Figure 3. GlmZ Directly Acts on the glmS mRNA to Enhance GlmS Synthesis.

(A) Predicted anti-antisense mechanism by which GlmZ activates the E. coli glmS mRNA. The left panel shows the 5′ UTR of the glmS mRNA in an unbound, “inactive” state in which an intrinsic hairpin sequesters the glmS SD (boxed) and thus inhibits translation. Residues −42 to +3 relative to the AUG start codon, which is underlined, are shown. The right panel shows glmS mRNA in its “activated” form, i.e., upon base-pairing of residues 150–157 and 163–169 of GlmZ RNA with the glmS 5′ UTR, which disrupts the inhibitory hairpin and liberates the glmS SD. The positions of point mutations introduced in glmS (C₋₂₇ → G, G₋₃₆ → C; glmS* allele) and GlmZ (G₊₁₅₅ → C, C₊₁₆₅ → G; GlmZ* allele), which are expected to maintain base pairing in the glmS*/GlmZ* duplex, are indicated by inverse (white on black) print.

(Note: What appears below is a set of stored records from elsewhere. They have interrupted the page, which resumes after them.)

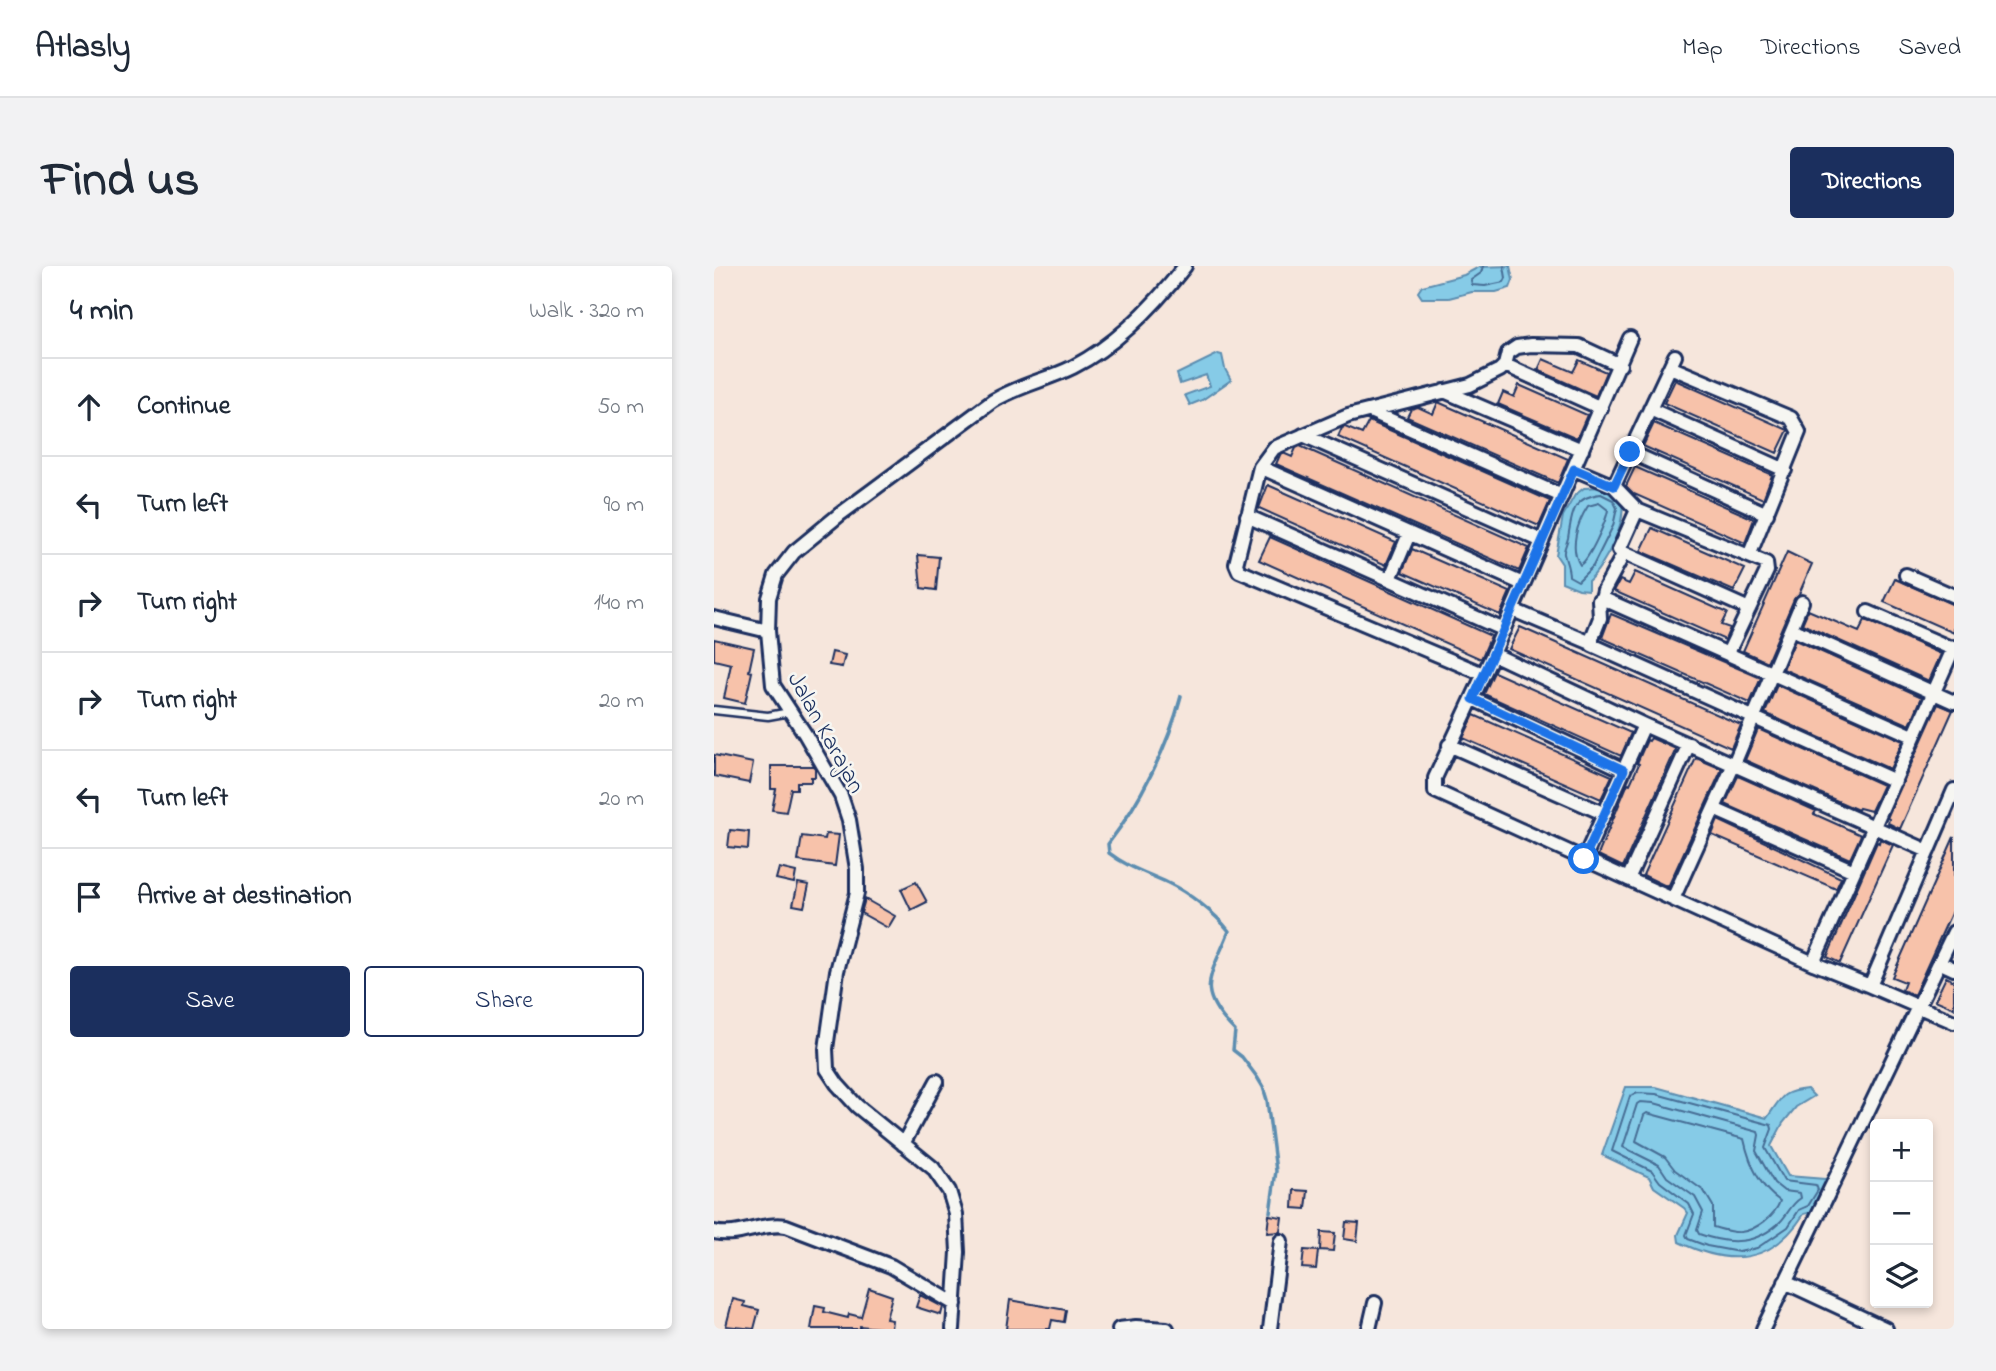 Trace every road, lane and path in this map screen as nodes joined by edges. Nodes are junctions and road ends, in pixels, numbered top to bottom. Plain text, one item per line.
1 (1185, 266) edge
2 (1630, 338) dead end
3 (1506, 365) junction
4 (1620, 365) junction
5 (1444, 391) junction
6 (1601, 408) junction
7 (1650, 409) junction
8 (1370, 411) junction
9 (1303, 435) junction
10 (1582, 450) junction
11 (1630, 452) junction
12 (1259, 467) junction
13 (1574, 469) junction
14 (1785, 470) junction
15 (1614, 486) junction
16 (1562, 496) junction
17 (1637, 510) junction
18 (1767, 514) junction
19 (1247, 516) junction
20 (1409, 534) junction
21 (1542, 541) junction
22 (1624, 553) junction
23 (1749, 556) junction
24 (1906, 575) dead end
25 (1391, 579) junction
26 (1523, 584) junction
27 (1954, 596) edge
28 (1602, 598) junction
29 (1802, 602) dead end
30 (1749, 609) junction
31 (1513, 610) junction
32 (1868, 612) dead end
33 (714, 618) edge
34 (1792, 629) junction
35 (1504, 630) junction
36 (768, 631) junction
37 (1591, 643) junction
38 (1954, 648) edge
39 (1728, 653) junction
40 (1493, 654) junction
41 (1772, 672) junction
42 (1483, 674) junction
43 (1934, 693) junction
44 (1473, 699) junction
45 (1954, 702) edge
46 (714, 710) edge
47 (790, 712) junction
48 (1754, 717) junction
49 (1644, 725) junction
50 (1913, 736) junction
51 (1689, 744) junction
52 (1449, 745) junction
53 (1734, 764) junction
54 (1624, 770) junction
55 (1895, 781) junction
56 (1954, 790) edge
57 (1714, 809) junction
58 (1605, 814) junction
59 (1874, 827) junction
60 (1928, 851) junction
61 (1584, 859) junction
62 (1854, 871) junction
63 (1628, 879) junction
64 (1673, 899) junction
65 (1954, 932) edge
66 (1812, 963) junction
67 (1941, 963) junction
68 (1954, 969) edge
69 (1870, 986) junction
70 (1920, 1007) junction
71 (1954, 1022) edge
72 (937, 1082) dead end
73 (904, 1144) junction
74 (714, 1231) edge
75 (1281, 1241) dead end
76 (1786, 1282) junction
77 (1375, 1303) dead end
78 (955, 1304) junction
79 (954, 1329) edge
80 (1119, 1329) edge
81 (1167, 1329) edge
82 (1270, 1329) edge
83 (1369, 1329) edge
84 (1763, 1329) edge
85 (1886, 1329) edge

1 - 36 street, Jalan Karajan
2 - 4 street
3 - 4 street
3 - 5 street
3 - 6 street
4 - 6 street
5 - 8 street
5 - 10 street
6 - 10 street
7 - 11 street
7 - 14 street
7 - 14 street
8 - 9 street
8 - 16 street
9 - 12 street
9 - 21 street
10 - 13 street
11 - 15 street
11 - 18 street
12 - 19 street
12 - 20 street
13 - 15 street
13 - 16 street
14 - 18 street
15 - 17 street
16 - 21 street
17 - 22 street
17 - 23 street
18 - 23 street
19 - 25 street
19 - 42 street
20 - 25 street
20 - 26 street
21 - 26 street
22 - 28 street
22 - 30 street
23 - 30 street
24 - 27 street
25 - 35 street
26 - 31 street
28 - 37 street
28 - 39 street
29 - 34 street
30 - 39 street
31 - 35 street
31 - 37 street
32 - 38 street
33 - 36 street
34 - 41 street
34 - 43 street
35 - 40 street
36 - 47 street, Jalan Karajan
37 - 48 street
38 - 43 street
39 - 41 street
40 - 42 street
40 - 49 street
41 - 48 street
41 - 50 street
42 - 44 street
43 - 45 street
43 - 50 street
44 - 52 street
44 - 54 street
46 - 47 lane
47 - 73 street, Jalan Karajan
48 - 53 street
48 - 55 street
49 - 51 street
49 - 54 street
50 - 55 street
51 - 53 street
51 - 63 street
52 - 58 street
52 - 61 street
53 - 57 street
53 - 59 street
54 - 58 street
55 - 59 street
56 - 60 street
57 - 62 street
57 - 64 street
58 - 61 street
59 - 60 street
59 - 62 street
60 - 69 street
61 - 63 street
62 - 66 street
63 - 64 street
64 - 66 street
65 - 67 street
66 - 69 street
67 - 68 street
67 - 70 street
69 - 70 street
70 - 71 street
70 - 76 street
72 - 73 street
73 - 78 street, Jalan Karajan
74 - 78 street
75 - 82 street
76 - 84 street
76 - 85 street
77 - 83 street
78 - 79 street, Jalan Karajan
80 - 81 street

(B) Colony fluorescence of strain JVS-8113 (ΔglmY ΔglmZ) carrying either the glmS::gfp or glmS*::gfp fusion plasmids, each in combination with plasmid pJV300 (“contr”), pP_L-GlmZ (“GlmZ”), or pP_L-GlmZ* (“GlmZ*”). Shown is an image of a LB agar plate obtained in the fluorescence mode.

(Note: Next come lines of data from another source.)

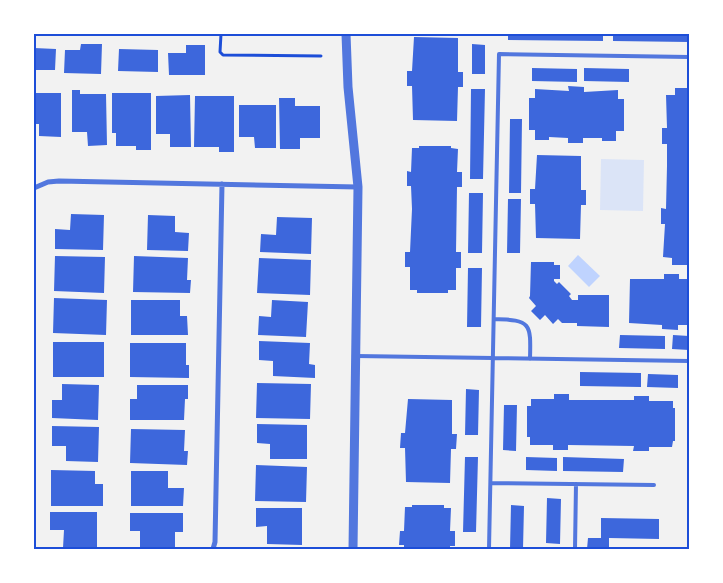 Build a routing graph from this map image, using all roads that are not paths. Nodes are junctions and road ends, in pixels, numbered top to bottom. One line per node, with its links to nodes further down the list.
1 (346, 34): 4 (street)
2 (689, 57): 6 (lane)
3 (222, 184): 4 (street); 5 (street); 14 (street)
4 (358, 187): 7 (street)
5 (34, 188)
6 (494, 319): 8 (lane); 9 (lane)
7 (356, 356): 8 (lane); 15 (street)
8 (493, 358): 9 (lane); 11 (lane)
9 (530, 358): 10 (lane)
10 (689, 361)
11 (491, 483): 12 (lane); 16 (lane)
12 (576, 484): 13 (lane); 17 (lane)
13 (654, 485)
14 (213, 549)
15 (353, 549)
16 (489, 549)
17 (575, 549)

(C) The strains shown in (B) were grown to early stationary phase and subjected to western blot (top three panels) and northern blot (bottom three panels) analysis. The plasmid-encoded GlmS::GFP fusion protein was detected using α-GFP antibodies (top panel); the chromosomally encoded glmS mRNA and GlmS protein, and the plasmid-encoded GlmZ RNA (as indicated) were detected as in Figure 2.